Après une première halte à Sarajevo, nous prenons la route vers le sud-est et nous arrêtons à Međeđa — petit village charmant bien que sensiblement marqué par la guerre — situé à quelques kilomètres de Višegrad. C’est le hasard qui décide pour nous de cet arrêt : la nuit ne va pas tarder à tomber, un petit troquet de bord de route nous fait de l’œil, nous demandons aux habitants où nous pouvons nous garer sans gêner, trois vaillants compères nous indiquent un petit carré de terrain en contrebas, au calme et à deux pas de la rivière, l’affaire est pliée.

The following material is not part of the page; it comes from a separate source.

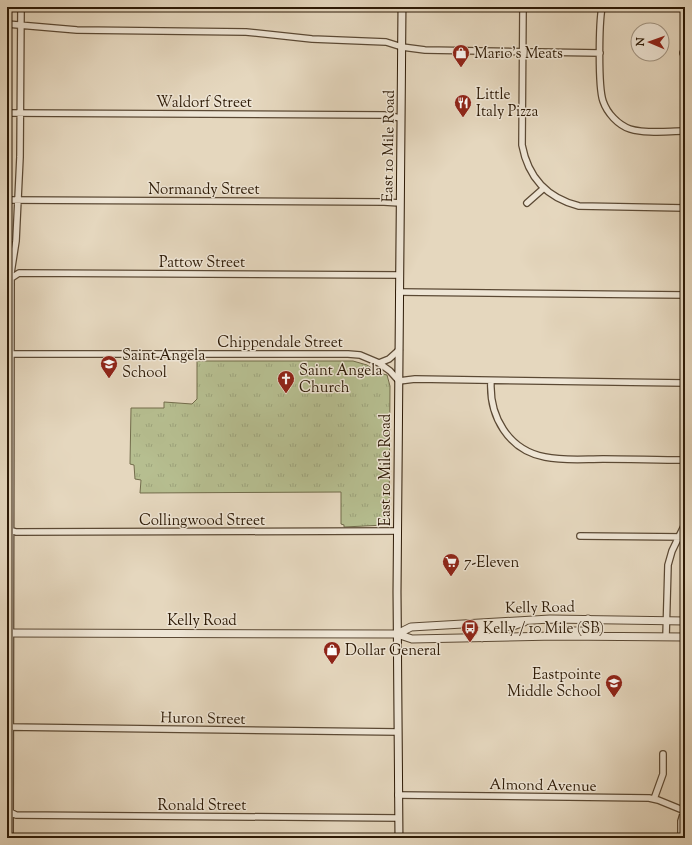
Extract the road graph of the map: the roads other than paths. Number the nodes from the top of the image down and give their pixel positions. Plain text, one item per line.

C’est ainsi que nous faisons la connaissance de Fujdo Rafik et de sa femme, Tania. Fujdo a soixante ans, six enfants et dix petits-enfants dont il est très fier. Il est musulman non pratiquant, d’ailleurs il nous raconte qu’une fois, il a bu trois bouteilles de Rakija — de sa délicieuse rakija « maison » — et que cette nuit-là, il a bien dormi (ça le fait encore doucement rire d’y penser). Fujdo s’est remarié avec Tania, quarante ans, après le décès de sa première femme. Il n’en parle pas mais à voir ses yeux embués lorsqu’il l’évoque, ce souvenir semble douloureux. Tania a grandit à Sarajevo, mais elle a quitté la ville pendant le siège, en 1992. Elle nous explique qu’à ce moment là, elle s’est retrouvée en France, à Paris puis à Nice, où elle a été soignée après avoir reçu une balle dans la cuisse. De retour en Bosnie, elle préfère aller s’installer au calme d’un petit village, loin de la capitale, des mauvais souvenirs, à la recherche d’une quiétude bien méritée.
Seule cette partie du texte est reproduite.